▶ _YOUR OBJECTIVE_
Return the records below word for word.

▶ _EXERCISE MATERIALS_
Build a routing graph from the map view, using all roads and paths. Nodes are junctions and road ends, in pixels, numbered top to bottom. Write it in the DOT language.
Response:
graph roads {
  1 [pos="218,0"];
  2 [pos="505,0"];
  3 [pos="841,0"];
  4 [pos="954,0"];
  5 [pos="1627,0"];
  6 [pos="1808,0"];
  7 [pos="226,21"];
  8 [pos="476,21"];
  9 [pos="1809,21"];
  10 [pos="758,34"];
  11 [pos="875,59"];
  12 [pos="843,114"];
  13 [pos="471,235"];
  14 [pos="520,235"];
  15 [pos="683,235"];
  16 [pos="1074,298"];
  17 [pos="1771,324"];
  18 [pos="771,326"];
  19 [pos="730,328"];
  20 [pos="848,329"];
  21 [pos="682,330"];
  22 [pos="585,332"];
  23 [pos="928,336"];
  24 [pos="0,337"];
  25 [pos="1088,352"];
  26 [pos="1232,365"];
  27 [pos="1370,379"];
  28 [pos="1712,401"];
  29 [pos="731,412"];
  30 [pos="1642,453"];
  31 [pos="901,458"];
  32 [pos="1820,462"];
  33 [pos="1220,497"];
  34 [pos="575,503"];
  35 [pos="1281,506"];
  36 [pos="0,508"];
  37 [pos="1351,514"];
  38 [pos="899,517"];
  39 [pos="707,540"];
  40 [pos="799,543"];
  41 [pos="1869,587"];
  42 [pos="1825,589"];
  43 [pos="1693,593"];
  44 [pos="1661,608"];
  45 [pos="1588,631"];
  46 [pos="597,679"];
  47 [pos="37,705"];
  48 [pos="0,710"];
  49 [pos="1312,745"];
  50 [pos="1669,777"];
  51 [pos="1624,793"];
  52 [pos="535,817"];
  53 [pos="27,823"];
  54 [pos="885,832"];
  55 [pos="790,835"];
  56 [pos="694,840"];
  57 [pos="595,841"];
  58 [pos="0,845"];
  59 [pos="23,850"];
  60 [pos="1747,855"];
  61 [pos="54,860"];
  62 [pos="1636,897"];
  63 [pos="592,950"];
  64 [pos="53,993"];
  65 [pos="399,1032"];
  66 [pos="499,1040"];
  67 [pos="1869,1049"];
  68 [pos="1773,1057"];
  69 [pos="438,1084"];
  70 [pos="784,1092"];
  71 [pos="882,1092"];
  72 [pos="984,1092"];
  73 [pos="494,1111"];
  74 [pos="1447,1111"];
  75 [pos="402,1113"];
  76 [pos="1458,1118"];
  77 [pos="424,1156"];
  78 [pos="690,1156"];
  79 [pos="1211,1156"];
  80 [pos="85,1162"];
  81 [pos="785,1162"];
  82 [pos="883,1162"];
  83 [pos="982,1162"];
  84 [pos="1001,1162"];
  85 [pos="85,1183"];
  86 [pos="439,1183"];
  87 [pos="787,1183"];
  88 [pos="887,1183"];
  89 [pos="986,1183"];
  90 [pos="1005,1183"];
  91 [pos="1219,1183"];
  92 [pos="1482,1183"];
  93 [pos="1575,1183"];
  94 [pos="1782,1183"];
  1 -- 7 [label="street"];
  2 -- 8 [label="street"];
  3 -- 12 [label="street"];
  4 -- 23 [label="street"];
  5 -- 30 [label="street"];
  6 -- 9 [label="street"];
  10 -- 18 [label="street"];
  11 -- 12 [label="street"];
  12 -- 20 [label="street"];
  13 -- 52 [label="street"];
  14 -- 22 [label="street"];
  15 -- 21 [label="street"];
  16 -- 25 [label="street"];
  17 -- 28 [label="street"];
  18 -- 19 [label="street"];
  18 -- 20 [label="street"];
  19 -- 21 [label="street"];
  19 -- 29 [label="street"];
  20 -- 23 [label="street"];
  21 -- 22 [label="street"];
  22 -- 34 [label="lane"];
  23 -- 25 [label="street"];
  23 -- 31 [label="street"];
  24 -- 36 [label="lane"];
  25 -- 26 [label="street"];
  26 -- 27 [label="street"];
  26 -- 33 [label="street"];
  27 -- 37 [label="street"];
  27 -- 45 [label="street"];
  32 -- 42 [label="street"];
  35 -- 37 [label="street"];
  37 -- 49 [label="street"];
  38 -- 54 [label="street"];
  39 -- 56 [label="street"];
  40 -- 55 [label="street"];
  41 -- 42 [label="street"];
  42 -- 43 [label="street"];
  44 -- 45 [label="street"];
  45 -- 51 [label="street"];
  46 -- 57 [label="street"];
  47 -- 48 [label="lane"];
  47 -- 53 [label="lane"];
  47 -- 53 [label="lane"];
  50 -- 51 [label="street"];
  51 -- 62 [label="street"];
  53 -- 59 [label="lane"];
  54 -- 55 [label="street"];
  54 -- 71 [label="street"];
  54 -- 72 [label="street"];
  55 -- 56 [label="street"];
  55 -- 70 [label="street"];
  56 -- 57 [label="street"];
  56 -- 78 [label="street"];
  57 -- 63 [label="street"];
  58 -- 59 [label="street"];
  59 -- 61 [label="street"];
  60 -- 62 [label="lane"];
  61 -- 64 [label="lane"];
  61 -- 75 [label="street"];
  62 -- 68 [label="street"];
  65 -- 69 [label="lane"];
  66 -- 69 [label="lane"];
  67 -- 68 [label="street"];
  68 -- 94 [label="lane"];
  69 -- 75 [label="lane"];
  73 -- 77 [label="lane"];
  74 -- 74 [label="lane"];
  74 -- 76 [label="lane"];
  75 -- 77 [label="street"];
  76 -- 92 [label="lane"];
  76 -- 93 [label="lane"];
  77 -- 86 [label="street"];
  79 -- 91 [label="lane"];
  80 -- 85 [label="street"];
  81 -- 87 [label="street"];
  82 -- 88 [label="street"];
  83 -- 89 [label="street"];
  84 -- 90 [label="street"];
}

▶ _RESPONSE TO THE TASK_
Build a routing graph from the map view, using all roads and paths. Nodes are junctions and road ends, in pixels, numbered top to bottom. Write it in the DOT language.
Response:
graph roads {
  1 [pos="218,0"];
  2 [pos="505,0"];
  3 [pos="841,0"];
  4 [pos="954,0"];
  5 [pos="1627,0"];
  6 [pos="1808,0"];
  7 [pos="226,21"];
  8 [pos="476,21"];
  9 [pos="1809,21"];
  10 [pos="758,34"];
  11 [pos="875,59"];
  12 [pos="843,114"];
  13 [pos="471,235"];
  14 [pos="520,235"];
  15 [pos="683,235"];
  16 [pos="1074,298"];
  17 [pos="1771,324"];
  18 [pos="771,326"];
  19 [pos="730,328"];
  20 [pos="848,329"];
  21 [pos="682,330"];
  22 [pos="585,332"];
  23 [pos="928,336"];
  24 [pos="0,337"];
  25 [pos="1088,352"];
  26 [pos="1232,365"];
  27 [pos="1370,379"];
  28 [pos="1712,401"];
  29 [pos="731,412"];
  30 [pos="1642,453"];
  31 [pos="901,458"];
  32 [pos="1820,462"];
  33 [pos="1220,497"];
  34 [pos="575,503"];
  35 [pos="1281,506"];
  36 [pos="0,508"];
  37 [pos="1351,514"];
  38 [pos="899,517"];
  39 [pos="707,540"];
  40 [pos="799,543"];
  41 [pos="1869,587"];
  42 [pos="1825,589"];
  43 [pos="1693,593"];
  44 [pos="1661,608"];
  45 [pos="1588,631"];
  46 [pos="597,679"];
  47 [pos="37,705"];
  48 [pos="0,710"];
  49 [pos="1312,745"];
  50 [pos="1669,777"];
  51 [pos="1624,793"];
  52 [pos="535,817"];
  53 [pos="27,823"];
  54 [pos="885,832"];
  55 [pos="790,835"];
  56 [pos="694,840"];
  57 [pos="595,841"];
  58 [pos="0,845"];
  59 [pos="23,850"];
  60 [pos="1747,855"];
  61 [pos="54,860"];
  62 [pos="1636,897"];
  63 [pos="592,950"];
  64 [pos="53,993"];
  65 [pos="399,1032"];
  66 [pos="499,1040"];
  67 [pos="1869,1049"];
  68 [pos="1773,1057"];
  69 [pos="438,1084"];
  70 [pos="784,1092"];
  71 [pos="882,1092"];
  72 [pos="984,1092"];
  73 [pos="494,1111"];
  74 [pos="1447,1111"];
  75 [pos="402,1113"];
  76 [pos="1458,1118"];
  77 [pos="424,1156"];
  78 [pos="690,1156"];
  79 [pos="1211,1156"];
  80 [pos="85,1162"];
  81 [pos="785,1162"];
  82 [pos="883,1162"];
  83 [pos="982,1162"];
  84 [pos="1001,1162"];
  85 [pos="85,1183"];
  86 [pos="439,1183"];
  87 [pos="787,1183"];
  88 [pos="887,1183"];
  89 [pos="986,1183"];
  90 [pos="1005,1183"];
  91 [pos="1219,1183"];
  92 [pos="1482,1183"];
  93 [pos="1575,1183"];
  94 [pos="1782,1183"];
  1 -- 7 [label="street"];
  2 -- 8 [label="street"];
  3 -- 12 [label="street"];
  4 -- 23 [label="street"];
  5 -- 30 [label="street"];
  6 -- 9 [label="street"];
  10 -- 18 [label="street"];
  11 -- 12 [label="street"];
  12 -- 20 [label="street"];
  13 -- 52 [label="street"];
  14 -- 22 [label="street"];
  15 -- 21 [label="street"];
  16 -- 25 [label="street"];
  17 -- 28 [label="street"];
  18 -- 19 [label="street"];
  18 -- 20 [label="street"];
  19 -- 21 [label="street"];
  19 -- 29 [label="street"];
  20 -- 23 [label="street"];
  21 -- 22 [label="street"];
  22 -- 34 [label="lane"];
  23 -- 25 [label="street"];
  23 -- 31 [label="street"];
  24 -- 36 [label="lane"];
  25 -- 26 [label="street"];
  26 -- 27 [label="street"];
  26 -- 33 [label="street"];
  27 -- 37 [label="street"];
  27 -- 45 [label="street"];
  32 -- 42 [label="street"];
  35 -- 37 [label="street"];
  37 -- 49 [label="street"];
  38 -- 54 [label="street"];
  39 -- 56 [label="street"];
  40 -- 55 [label="street"];
  41 -- 42 [label="street"];
  42 -- 43 [label="street"];
  44 -- 45 [label="street"];
  45 -- 51 [label="street"];
  46 -- 57 [label="street"];
  47 -- 48 [label="lane"];
  47 -- 53 [label="lane"];
  47 -- 53 [label="lane"];
  50 -- 51 [label="street"];
  51 -- 62 [label="street"];
  53 -- 59 [label="lane"];
  54 -- 55 [label="street"];
  54 -- 71 [label="street"];
  54 -- 72 [label="street"];
  55 -- 56 [label="street"];
  55 -- 70 [label="street"];
  56 -- 57 [label="street"];
  56 -- 78 [label="street"];
  57 -- 63 [label="street"];
  58 -- 59 [label="street"];
  59 -- 61 [label="street"];
  60 -- 62 [label="lane"];
  61 -- 64 [label="lane"];
  61 -- 75 [label="street"];
  62 -- 68 [label="street"];
  65 -- 69 [label="lane"];
  66 -- 69 [label="lane"];
  67 -- 68 [label="street"];
  68 -- 94 [label="lane"];
  69 -- 75 [label="lane"];
  73 -- 77 [label="lane"];
  74 -- 74 [label="lane"];
  74 -- 76 [label="lane"];
  75 -- 77 [label="street"];
  76 -- 92 [label="lane"];
  76 -- 93 [label="lane"];
  77 -- 86 [label="street"];
  79 -- 91 [label="lane"];
  80 -- 85 [label="street"];
  81 -- 87 [label="street"];
  82 -- 88 [label="street"];
  83 -- 89 [label="street"];
  84 -- 90 [label="street"];
}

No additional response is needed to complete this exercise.